Генрих быстро притащил бутылку водки. Мы пили «ерша», перемешав в кружке пиво с водкой.
В начальной стадии опьянения мы очень хвалили друг друга и кому-то собирались доказать, что значит играть в футбол.
— Футбол — моя стихия! Поэзия! Моя нога — моя лира! — кричал Прокофьев.
И тут же, ударяя. кулаком по своей «лире», вызывающе добавлял в чей-то адрес:
— И только лиры милой не отдам!
В тот момент его также грызли сомнения: поставят или нет за сборную Москвы.
Потом мы ругались. Даже подрались.
Как я добрался домой — не помню.
Наутро я плохо себя чувствовал. Разламывалась от боли голова. Во рту пересохло. Было ужасно стыдно. В особенности после того, как мать напомнила о моем возвращении домой. Оказывается,, я переругался со всеми. Требовал какой-то самостоятельности и даже грозил уехать из дому совсем.
— Ох, как Коля рассердился! — озабоченно вздыхала мать.
А вечером, перед заседанием секции, Генрих в кулуарах уже рассказывал, как вчера он, Прокофьев и я «били в жизнь без промаха».
Мне попало. Но меня не «скушали». За меня вступился Петр Артемьев, единственный тогда коммунист в команде. Его очень уважали игроки и болельщики Красной Пресни. Еще в начале двадцатых годов один из первых комсомольцев, он был организатором и вдохновителем наших субботников по строительству стадиона. Именно он осуществлял прочную, повседневную связь с райкомом комсомола, откуда мы получали постоянную помощь и поддержку. Петр по своей собственной инициативе был как бы политическим воспитателем в нашем коллективе. Многих из нас он зажигал своим комсомольским энтузиазмом.
Он здорово «проработал» нас на заседании секции, а потом сказал:
— Андрея надо оставить, но пусть он запомнит на всю жизнь, что такого мы ему больше не простим.
Я запомнил. Никогда в дальнейшем я не придавал значения нашептываниям болельщиков и не поддавался малодушным порывам.
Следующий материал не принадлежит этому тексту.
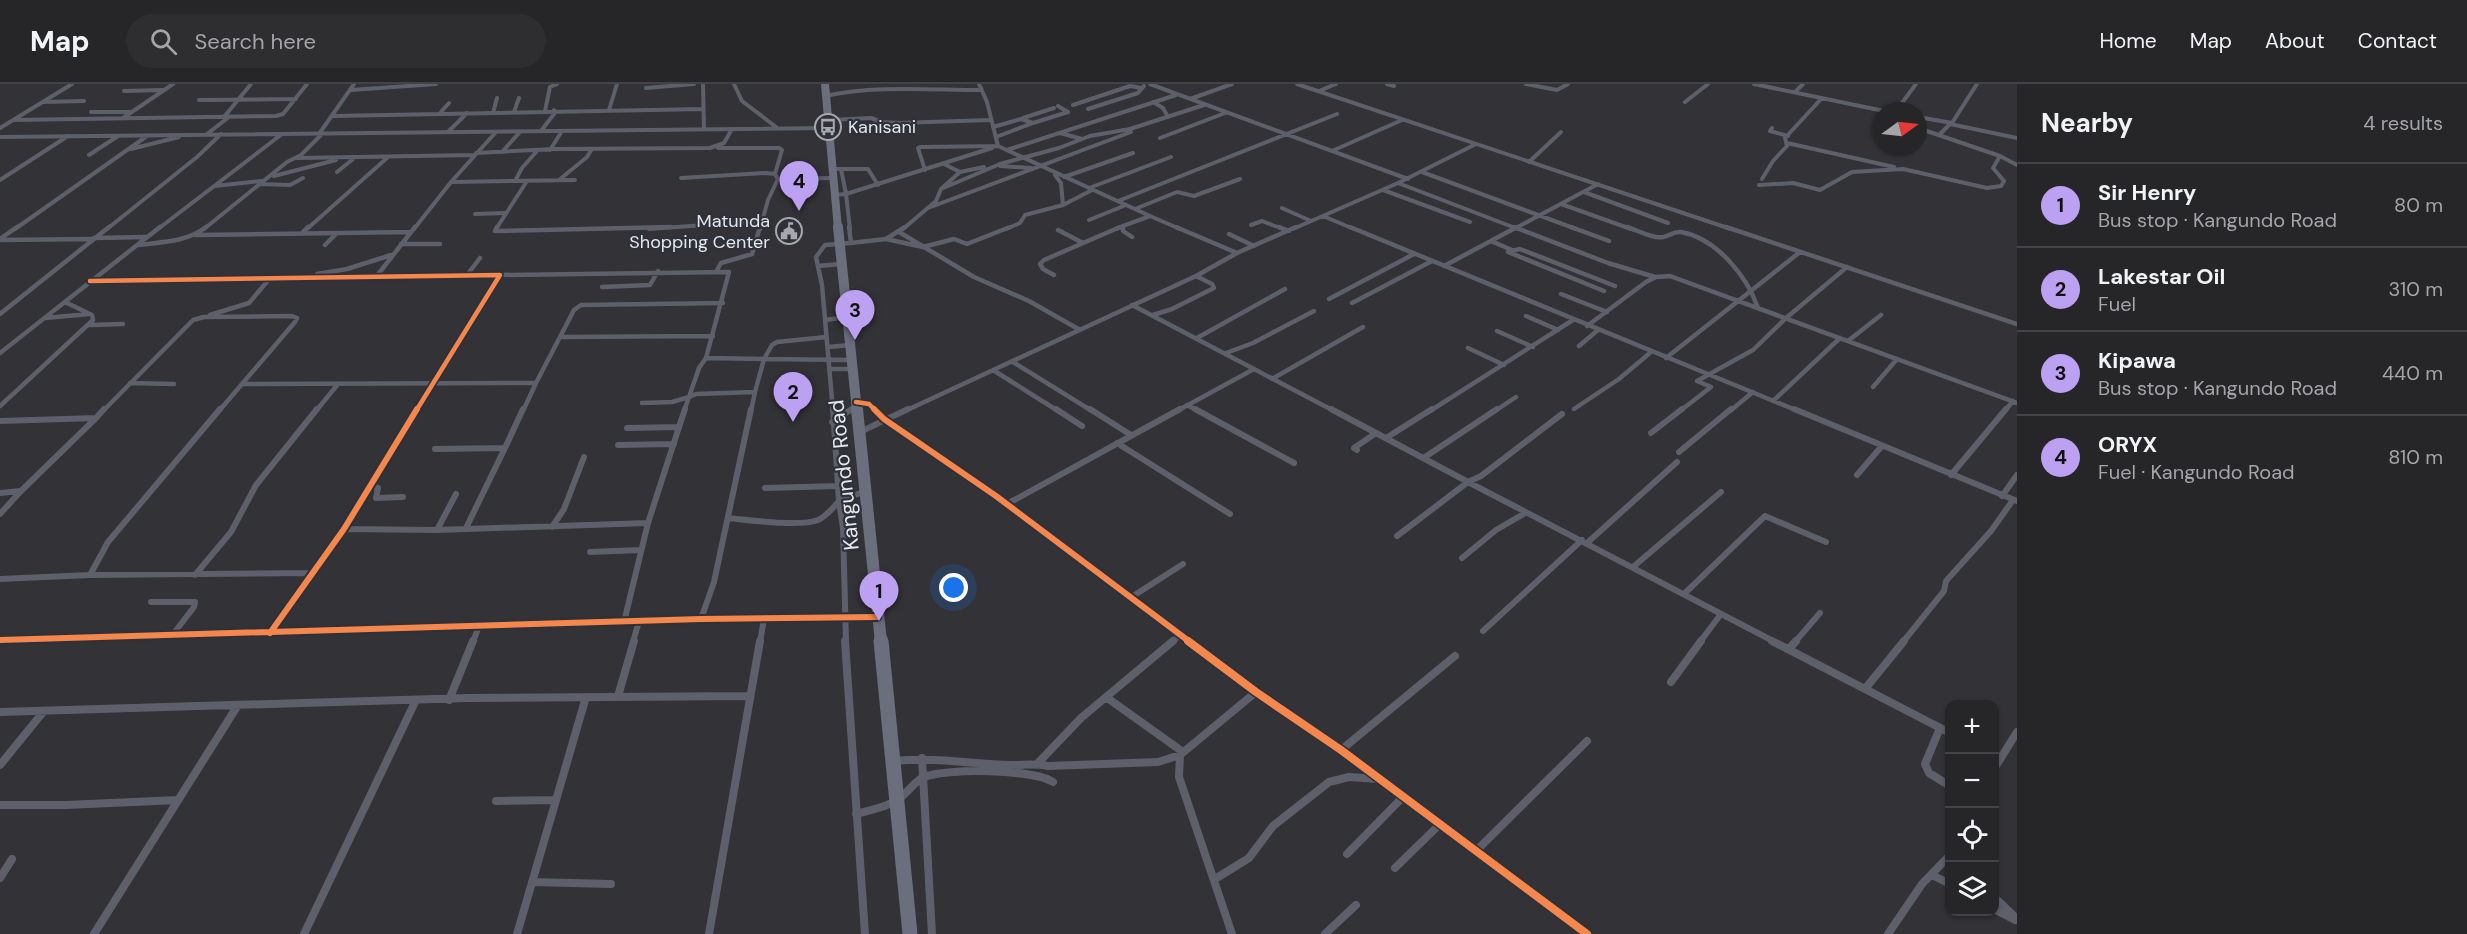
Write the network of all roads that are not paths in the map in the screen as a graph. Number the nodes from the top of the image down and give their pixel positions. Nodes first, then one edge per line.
1 (72, 84) edge
2 (173, 84) edge
3 (251, 84) edge
4 (307, 84) edge
5 (354, 84) edge
6 (422, 84) edge
7 (436, 84) edge
8 (556, 84) edge
9 (617, 84) edge
10 (694, 84) edge
11 (703, 84) edge
12 (734, 84) edge
13 (900, 84) edge
14 (979, 84) edge
15 (1150, 84) edge
16 (1232, 84) edge
17 (1297, 84) edge
18 (1336, 84) edge
19 (1387, 84) edge
20 (1526, 84) edge
21 (1568, 84) edge
22 (1708, 84) edge
23 (1754, 84) edge
24 (1803, 84) edge
25 (1916, 84) edge
26 (1977, 84) edge
27 (673, 85) edge
28 (372, 86) edge
29 (1394, 86) dead end
30 (645, 88) dead end
31 (1142, 88) junction
32 (164, 90) junction
33 (351, 90) junction
34 (825, 90) edge
35 (902, 90) junction
36 (981, 90) junction
37 (124, 91) dead end
38 (1319, 91) junction
39 (1795, 93) junction
40 (1177, 94) junction
41 (497, 98) dead end
42 (519, 98) dead end
43 (1822, 98) junction
44 (239, 99) junction
45 (296, 99) junction
46 (1190, 99) junction
47 (199, 100) dead end
48 (84, 101) dead end
49 (42, 102) junction
50 (1153, 102) junction
51 (1685, 102) dead end
52 (1903, 102) edge
53 (449, 103) dead end
54 (1073, 105) dead end
55 (1204, 105) junction
56 (704, 108) junction
57 (1088, 109) dead end
58 (1873, 109) edge
59 (609, 110) junction
60 (545, 111) junction
61 (554, 111) junction
62 (91, 112) dead end
63 (133, 112) junction
64 (467, 112) junction
65 (514, 112) junction
66 (440, 113) junction
67 (493, 113) junction
68 (1226, 113) junction
69 (1337, 114) dead end
70 (332, 116) junction
71 (227, 117) junction
72 (1168, 117) junction
73 (123, 118) junction
74 (1021, 119) junction
75 (1402, 119) junction
76 (1927, 119) edge
77 (13, 120) junction
78 (990, 120) junction
79 (1033, 123) junction
80 (829, 124) junction
81 (1950, 124) junction
82 (1145, 125) junction
83 (993, 127) junction
84 (0, 128) edge
85 (777, 128) junction
86 (1772, 128) dead end
87 (704, 129) junction
88 (732, 129) junction
89 (1927, 130) edge
90 (541, 131) junction
91 (562, 131) junction
92 (2017, 131) edge
93 (448, 132) junction
94 (496, 132) junction
95 (520, 132) junction
96 (1561, 132) dead end
97 (1059, 133) junction
98 (195, 134) junction
99 (207, 134) junction
100 (221, 134) junction
101 (282, 134) junction
102 (321, 134) junction
103 (1940, 134) junction
104 (118, 135) junction
105 (148, 135) junction
106 (1287, 135) junction
107 (68, 136) junction
108 (996, 136) junction
109 (1788, 136) junction
110 (0, 137) edge
111 (1160, 138) dead end
112 (2015, 138) edge
113 (1082, 139) junction
114 (724, 143) junction
115 (1787, 143) junction
116 (1476, 144) junction
117 (998, 146) junction
118 (710, 148) junction
119 (730, 148) junction
120 (592, 149) junction
121 (538, 150) junction
122 (550, 150) junction
123 (1007, 150) junction
124 (1332, 151) junction
125 (502, 152) junction
126 (122, 153) junction
127 (1133, 153) dead end
128 (475, 154) junction
129 (89, 155) dead end
130 (2001, 156) junction
131 (1024, 157) junction
132 (1171, 157) dead end
133 (297, 158) junction
134 (339, 158) junction
135 (353, 158) junction
136 (388, 158) junction
137 (1529, 162) junction
138 (944, 164) junction
139 (2017, 165) edge
140 (993, 166) junction
141 (1041, 166) junction
142 (1034, 169) junction
143 (926, 170) junction
144 (1903, 170) junction
145 (338, 172) dead end
146 (835, 172) junction
147 (960, 172) junction
148 (1053, 172) junction
149 (1422, 172) junction
150 (777, 176) junction
151 (1064, 177) junction
152 (303, 178) dead end
153 (681, 178) dead end
154 (1762, 178) dead end
155 (1240, 179) dead end
156 (1408, 179) junction
157 (0, 180) edge
158 (264, 180) junction
159 (527, 180) junction
160 (560, 180) junction
161 (576, 180) dead end
162 (515, 181) junction
163 (451, 182) junction
164 (1398, 183) junction
165 (259, 184) junction
166 (1598, 184) junction
167 (878, 185) junction
168 (1759, 185) dead end
169 (214, 186) junction
170 (940, 189) junction
171 (1090, 189) junction
172 (1383, 190) junction
173 (1584, 192) junction
174 (840, 194) junction
175 (1117, 201) junction
176 (1561, 204) junction
177 (1063, 205) junction
178 (1126, 205) junction
179 (928, 208) junction
180 (1282, 208) dead end
181 (1135, 209) junction
182 (505, 213) junction
183 (475, 214) dead end
184 (1150, 216) junction
185 (1323, 216) junction
186 (1541, 216) junction
187 (762, 220) junction
188 (1089, 220) dead end
189 (1311, 221) junction
190 (1470, 222) dead end
191 (1668, 223) dead end
192 (1251, 225) dead end
193 (1123, 226) junction
194 (1516, 229) junction
195 (1058, 230) dead end
196 (1289, 231) junction
197 (303, 232) junction
198 (411, 232) junction
199 (899, 232) junction
200 (337, 233) junction
201 (1229, 234) dead end
202 (196, 235) junction
203 (148, 237) junction
204 (1132, 237) dead end
205 (93, 239) junction
206 (886, 239) junction
207 (0, 240) edge
208 (1609, 241) dead end
209 (1491, 242) junction
210 (1083, 243) junction
211 (401, 244) junction
212 (440, 244) dead end
213 (845, 244) junction
214 (137, 245) junction
215 (325, 245) dead end
216 (1254, 246) junction
217 (923, 247) junction
218 (1512, 250) junction
219 (1800, 252) junction
220 (1237, 254) junction
221 (1414, 254) junction
222 (392, 255) junction
223 (480, 258) dead end
224 (1432, 261) junction
225 (841, 264) junction
226 (818, 266) junction
227 (1444, 266) junction
228 (1847, 267) junction
229 (717, 270) junction
230 (658, 271) junction
231 (467, 275) junction
232 (500, 275) junction
233 (1054, 275) dead end
234 (1196, 276) junction
235 (298, 277) junction
236 (376, 277) junction
237 (1656, 277) junction
238 (271, 278) junction
239 (90, 281) junction
240 (1615, 285) dead end
241 (602, 287) dead end
242 (1285, 290) dead end
243 (1604, 291) dead end
244 (1750, 291) junction
245 (1561, 294) dead end
246 (1329, 299) dead end
247 (1739, 301) junction
248 (65, 302) junction
249 (723, 303) junction
250 (1352, 303) dead end
251 (1132, 305) junction
252 (1758, 308) junction
253 (1314, 311) dead end
254 (1607, 312) junction
255 (89, 314) junction
256 (0, 315) edge
257 (1153, 315) junction
258 (1881, 315) dead end
259 (1526, 316) dead end
260 (204, 317) junction
261 (847, 317) junction
262 (44, 318) junction
263 (1786, 318) junction
264 (825, 320) junction
265 (1573, 320) junction
266 (123, 324) dead end
267 (2017, 324) edge
268 (89, 325) junction
269 (1587, 326) junction
270 (1363, 327) dead end
271 (1080, 330) junction
272 (1558, 330) junction
273 (1598, 330) junction
274 (1497, 331) dead end
275 (713, 336) junction
276 (560, 337) junction
277 (826, 337) junction
278 (1197, 338) junction
279 (1840, 338) junction
280 (1848, 341) junction
281 (851, 345) junction
282 (1580, 345) dead end
283 (828, 347) junction
284 (1533, 347) junction
285 (1468, 348) dead end
286 (0, 352) edge
287 (1651, 352) junction
288 (1226, 353) junction
289 (706, 358) junction
290 (1666, 358) junction
291 (764, 359) junction
292 (1898, 359) junction
293 (830, 360) junction
294 (1013, 362) junction
295 (853, 365) junction
296 (1504, 365) junction
297 (831, 369) junction
298 (1254, 369) junction
299 (993, 370) junction
300 (1706, 374) junction
301 (1272, 379) junction
302 (130, 383) junction
303 (536, 383) junction
304 (174, 384) dead end
305 (242, 384) junction
306 (338, 384) junction
307 (432, 384) junction
308 (1873, 387) dead end
309 (755, 392) junction
310 (1753, 392) junction
311 (689, 397) junction
312 (1516, 397) dead end
313 (1773, 401) junction
314 (2015, 402) edge
315 (642, 403) dead end
316 (856, 405) junction
317 (1187, 405) junction
318 (0, 406) edge
319 (1574, 408) dead end
320 (1562, 414) dead end
321 (96, 418) junction
322 (884, 419) junction
323 (0, 421) edge
324 (832, 422) junction
325 (1082, 426) dead end
326 (679, 427) junction
327 (627, 428) dead end
328 (860, 433) junction
329 (1651, 433) dead end
330 (1376, 434) junction
331 (1131, 435) junction
332 (1386, 438) junction
333 (1117, 443) junction
334 (674, 444) junction
335 (618, 445) dead end
336 (1881, 447) junction
337 (505, 448) junction
338 (435, 449) dead end
339 (1357, 450) dead end
340 (1679, 452) dead end
341 (1425, 457) junction
342 (584, 458) dead end
343 (1677, 462) dead end
344 (1294, 463) dead end
345 (1857, 475) dead end
346 (1951, 475) junction
347 (2017, 475) edge
348 (1468, 482) junction
349 (371, 486) junction
350 (839, 486) junction
351 (765, 488) dead end
352 (21, 490) junction
353 (866, 491) junction
354 (1721, 492) dead end
355 (0, 493) edge
356 (456, 494) dead end
357 (2002, 496) junction
358 (403, 497) dead end
359 (839, 501) junction
360 (2015, 501) edge
361 (1007, 504) junction
362 (1525, 513) junction
363 (0, 514) edge
364 (1230, 514) dead end
365 (728, 518) junction
366 (648, 523) junction
367 (466, 528) junction
368 (552, 528) junction
369 (344, 529) junction
370 (437, 530) junction
371 (1397, 536) dead end
372 (1585, 541) junction
373 (1826, 542) dead end
374 (640, 550) junction
375 (590, 552) dead end
376 (1462, 558) dead end
377 (1183, 564) dead end
378 (1633, 567) junction
379 (313, 573) junction
380 (90, 575) junction
381 (195, 575) junction
382 (0, 579) edge
383 (1684, 594) junction
384 (1130, 598) junction
385 (152, 603) dead end
386 (1820, 613) dead end
387 (1722, 614) junction
388 (877, 617) junction
389 (701, 619) junction
390 (764, 619) junction
391 (844, 620) junction
392 (639, 621) junction
393 (624, 622) junction
394 (479, 626) junction
395 (1483, 631) dead end
396 (174, 633) junction
397 (270, 633) junction
398 (1179, 635) junction
399 (0, 640) edge
400 (1789, 649) junction
401 (1455, 656) dead end
402 (1671, 682) dead end
403 (1865, 689) junction
404 (1256, 692) junction
405 (618, 696) junction
406 (749, 696) junction
407 (586, 697) junction
408 (1106, 697) junction
409 (416, 700) junction
410 (449, 700) junction
411 (238, 705) junction
412 (44, 711) junction
413 (0, 712) edge
414 (1940, 728) junction
415 (1945, 730) edge
416 (2017, 732) edge
417 (1587, 741) dead end
418 (1341, 750) junction
419 (1181, 754) junction
420 (1999, 756) edge
421 (922, 759) junction
422 (895, 761) junction
423 (1038, 763) junction
424 (0, 765) edge
425 (923, 777) junction
426 (1378, 779) junction
427 (1053, 782) dead end
428 (1945, 783) edge
429 (1402, 798) junction
430 (178, 800) junction
431 (555, 800) junction
432 (898, 800) junction
433 (496, 801) dead end
434 (0, 805) edge
435 (856, 814) junction
436 (1439, 825) junction
437 (1476, 851) junction
438 (1347, 854) dead end
439 (12, 859) dead end
440 (1945, 861) edge
441 (1395, 868) dead end
442 (1932, 875) junction
443 (0, 878) edge
444 (1215, 879) junction
445 (532, 882) junction
446 (1945, 882) edge
447 (611, 884) dead end
448 (1999, 901) edge
449 (1356, 905) dead end
450 (1999, 911) edge
451 (2017, 920) edge
452 (93, 934) edge
453 (304, 934) edge
454 (517, 934) edge
455 (709, 934) edge
456 (865, 934) edge
457 (910, 934) edge
458 (932, 934) edge
459 (1232, 934) edge
460 (1324, 934) edge
461 (1587, 934) edge
462 (1888, 934) edge

1 - 49 street
2 - 32 street
3 - 44 street
4 - 45 street
5 - 33 street
6 - 7 street
6 - 28 street
8 - 60 street
9 - 59 street
10 - 27 street
11 - 56 street
12 - 85 street
13 - 35 street
14 - 36 street
15 - 31 street
15 - 40 street
16 - 46 street
17 - 38 street
18 - 38 street
19 - 29 street
20 - 21 street
22 - 51 street
23 - 39 street
24 - 39 street
25 - 52 street
26 - 81 street
27 - 30 street
28 - 33 street
31 - 54 street
31 - 57 street
32 - 37 street
32 - 63 street
33 - 70 street
34 - 35 street
34 - 80 highway, Kangundo Road
35 - 36 street
36 - 78 street
38 - 75 street
39 - 43 street
40 - 46 street
40 - 50 street
41 - 67 street
42 - 65 street
43 - 58 street
43 - 109 street
44 - 45 street
44 - 47 street
44 - 71 street
45 - 71 street
46 - 55 street
48 - 49 street
49 - 77 street
50 - 72 street
50 - 97 street
53 - 66 street
55 - 68 street
55 - 72 street
56 - 59 street
56 - 87 street
59 - 61 street
60 - 61 street
60 - 65 street
61 - 90 street
62 - 63 street
63 - 73 street
64 - 66 street
64 - 67 street
64 - 93 street
65 - 67 street
66 - 70 street
68 - 106 street
68 - 111 street
69 - 106 street
70 - 102 street
71 - 73 street
71 - 99 street
72 - 82 street
73 - 77 street
74 - 79 street
74 - 79 street
74 - 83 street
75 - 116 street
75 - 124 street
76 - 81 street
77 - 84 street
78 - 80 street
78 - 83 street
79 - 108 street
80 - 85 street
80 - 146 highway, Kangundo Road
81 - 103 street
81 - 112 street
82 - 113 street
82 - 141 street
83 - 108 street
85 - 88 street
86 - 109 street
87 - 88 street
87 - 91 street
88 - 114 street
89 - 103 street
90 - 91 street
90 - 95 street
91 - 122 street
92 - 112 street
93 - 94 street
93 - 102 street
94 - 95 street
94 - 128 street
95 - 125 street
96 - 137 street
97 - 113 street
97 - 123 street
98 - 99 street
98 - 105 street
98 - 126 street
99 - 100 street
100 - 101 street
100 - 205 street
101 - 102 street
101 - 169 street
102 - 133 street
103 - 130 street
104 - 105 street
104 - 107 street
104 - 129 street
105 - 126 street
106 - 124 street
106 - 175 street
107 - 110 street
107 - 157 street
108 - 117 street
109 - 115 street
113 - 131 street
114 - 118 street
114 - 119 street
115 - 144 street
115 - 154 street
116 - 137 street
116 - 149 street
117 - 123 street
117 - 138 street
117 - 143 street
118 - 119 street
118 - 120 street
119 - 150 street
120 - 122 street
120 - 160 street
121 - 122 street
121 - 125 street
121 - 162 street
123 - 131 street
124 - 156 street
125 - 128 street
126 - 207 street
127 - 151 street
128 - 136 street
128 - 163 street
130 - 139 street
130 - 144 street
131 - 140 street
131 - 141 street
132 - 171 street
133 - 134 street
133 - 158 street
134 - 135 street
134 - 158 street
135 - 136 street
135 - 145 street
136 - 197 street
137 - 166 street
138 - 143 street
138 - 147 street
140 - 142 street
140 - 147 street
140 - 170 street
141 - 142 street
141 - 148 street
142 - 148 street
142 - 179 street
143 - 167 street
144 - 168 street
146 - 150 street
146 - 167 street
146 - 174 highway, Kangundo Road
147 - 170 street
148 - 151 street
148 - 177 street
149 - 156 street
149 - 186 street
150 - 153 street
150 - 187 street
151 - 171 street
152 - 165 street
155 - 181 street
156 - 164 street
158 - 165 street
158 - 169 street
159 - 160 street
159 - 162 street
159 - 182 street
160 - 161 street
162 - 163 street
163 - 198 street
164 - 172 street
164 - 194 street
165 - 202 street
166 - 173 street
166 - 219 street
167 - 174 street
169 - 203 street
170 - 179 street
171 - 175 street
171 - 177 street
172 - 185 street
172 - 190 street
173 - 176 street
173 - 191 street
174 - 213 highway, Kangundo Road
175 - 178 street
176 - 186 street
176 - 244 street
177 - 217 street
178 - 181 street
178 - 188 street
179 - 199 street
180 - 189 street
181 - 184 street
182 - 183 street
182 - 187 street
184 - 193 street
184 - 220 street
185 - 189 street
185 - 221 street
186 - 194 street
186 - 208 street
187 - 229 street
189 - 196 street
192 - 196 street
193 - 204 street
193 - 210 street
194 - 209 street
194 - 237 street
195 - 210 street
196 - 216 street
197 - 200 street
197 - 202 street
198 - 200 street
198 - 211 street
199 - 206 street
199 - 217 street
200 - 215 street
201 - 216 street
202 - 214 street
203 - 205 street
203 - 214 street
205 - 207 street
205 - 256 street
206 - 213 street
206 - 217 street
209 - 218 street
209 - 227 street
210 - 233 street
211 - 212 street
211 - 222 street
213 - 225 highway, Kangundo Road
213 - 226 street
214 - 239 street
216 - 220 street
217 - 271 street
218 - 240 street
218 - 243 street
219 - 228 street
219 - 244 street
220 - 234 street
221 - 224 street
221 - 246 street
222 - 235 street
222 - 236 street
223 - 231 street
224 - 227 street
224 - 250 street
225 - 226 street
225 - 261 highway, Kangundo Road
226 - 264 street
227 - 265 street
228 - 263 street
228 - 267 street
229 - 230 street
229 - 249 street
230 - 232 street
230 - 241 street
231 - 232 street
231 - 236 street
232 - 307 street
234 - 251 street
234 - 257 street
235 - 236 street
235 - 238 street
237 - 247 street
237 - 254 street
238 - 239 street
238 - 260 street
239 - 248 street
242 - 278 street
244 - 247 street
244 - 252 street
245 - 254 street
247 - 252 street
247 - 290 street
248 - 255 street
248 - 262 street
249 - 275 street
249 - 276 street
251 - 257 street
251 - 271 street
252 - 263 street
253 - 288 street
254 - 269 street
255 - 262 street
255 - 268 street
257 - 278 street
258 - 280 street
259 - 272 street
260 - 302 street
260 - 305 street
261 - 264 street
261 - 281 highway, Kangundo Road
262 - 286 street
263 - 279 street
263 - 300 street
264 - 277 street
265 - 269 street
265 - 272 street
266 - 268 street
268 - 318 street
269 - 273 street
270 - 301 street
271 - 294 street
272 - 284 street
273 - 282 street
273 - 287 street
274 - 284 street
275 - 276 street
275 - 289 street
276 - 303 street
277 - 283 street
277 - 291 street
278 - 288 street
279 - 280 street
279 - 313 street
280 - 292 street
281 - 283 street
281 - 295 highway, Kangundo Road
283 - 293 street
284 - 296 street
285 - 296 street
287 - 290 street
287 - 319 street
288 - 298 street
289 - 291 street
289 - 311 street
290 - 300 street
291 - 293 street
291 - 309 street
292 - 308 street
292 - 314 street
293 - 295 street
293 - 297 street
294 - 299 street
294 - 331 street
295 - 297 street
295 - 316 highway, Kangundo Road
296 - 332 street
297 - 324 street
298 - 301 street
298 - 317 street
299 - 322 street
299 - 325 street
300 - 310 street
300 - 329 street
301 - 330 street
302 - 304 street
302 - 321 street
303 - 307 street
303 - 337 street
305 - 306 street
305 - 380 street
306 - 307 street
306 - 381 street
307 - 349 street
309 - 311 street
309 - 365 street
310 - 313 street
310 - 340 street
311 - 315 street
311 - 326 street
312 - 341 street
313 - 336 street
314 - 346 street
316 - 322 street
316 - 324 street
316 - 328 highway, Kangundo Road
317 - 331 street
317 - 344 street
320 - 348 street
321 - 323 street
321 - 352 street
322 - 328 street
322 - 361 street
324 - 350 street
326 - 327 street
326 - 334 street
328 - 353 highway, Kangundo Road
330 - 332 street
330 - 339 street
331 - 333 street
332 - 341 street
333 - 361 street
333 - 364 street
334 - 335 street
334 - 366 street
336 - 345 street
336 - 346 street
337 - 338 street
337 - 367 street
341 - 348 street
342 - 368 street
343 - 372 street
346 - 357 street
347 - 357 street
348 - 362 street
348 - 371 street
349 - 358 street
349 - 369 street
350 - 351 street
350 - 359 street
352 - 355 street
352 - 363 street
353 - 359 street
353 - 388 highway, Kangundo Road
354 - 378 street
356 - 370 street
357 - 360 street
359 - 365 street
359 - 391 street
360 - 403 street
361 - 384 street
362 - 372 street
362 - 376 street
365 - 389 street
366 - 368 street
366 - 374 street
367 - 368 street
367 - 370 street
369 - 370 street
369 - 379 street
372 - 378 street
372 - 395 street
373 - 383 street
374 - 375 street
374 - 393 street
377 - 384 street
378 - 383 street
379 - 381 street
379 - 397 street
380 - 381 street
380 - 382 street
383 - 387 street
384 - 398 street
385 - 396 street
386 - 400 street
387 - 400 street
387 - 402 street
388 - 391 street
388 - 422 highway, Kangundo Road
389 - 390 street
389 - 392 street
390 - 391 street
390 - 406 street
391 - 435 street
392 - 393 street
392 - 405 street
393 - 394 street
394 - 397 street
394 - 410 street
396 - 397 street
396 - 399 street
398 - 404 street
398 - 408 street
400 - 403 street
401 - 418 street
403 - 414 street
404 - 418 street
404 - 419 street
405 - 406 street
405 - 407 street
406 - 455 street
407 - 410 street
407 - 431 street
408 - 419 street
408 - 423 street
409 - 410 street
409 - 411 street
409 - 453 street
411 - 412 street
411 - 430 street
412 - 413 street
412 - 424 street
414 - 415 street
414 - 428 street
416 - 420 street
417 - 437 street
418 - 426 street
419 - 423 street
419 - 444 street
421 - 422 street
421 - 423 street
421 - 425 street
422 - 432 highway, Kangundo Road
425 - 427 street
425 - 432 street
425 - 458 street
426 - 429 street
426 - 444 street
429 - 436 street
429 - 438 street
430 - 434 street
430 - 452 street
431 - 433 street
431 - 445 street
432 - 435 street
432 - 457 highway, Kangundo Road
435 - 456 street
436 - 437 street
436 - 441 street
437 - 461 street
439 - 443 street
440 - 442 street
442 - 446 street
442 - 462 street
444 - 459 street
445 - 447 street
445 - 454 street
448 - 451 street
449 - 460 street
450 - 451 street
Вместе с тем понял, что значит чуткое отношение к молодому игроку. Как важно помнить, что футболист в восемнадцать лет, какими бы талантами он ни обладал, еще юноша с неустановившимся характером, требующим руководства, строгого, взыскательного, товарищеского...
Ко мне относились по-товарищески, и я в дальнейшем старался оправдать это отношение.
...К осени 1926 года все обитатели нашего дома побывали на стадионе. Молодежь — как участники. Старшее поколение — как зрители. Лишь один дядя Митя не сдавался. Он и слышать не хотел о футболе.
Наш дом был настолько проникнут спортивным духом, что во дворе на укороченной площадке мы организовали чемпионат по теннису. С увлечением, азартно, с обидами и неподдельными радостями разыгрывалось это диковинное для соседских глаз соревнование.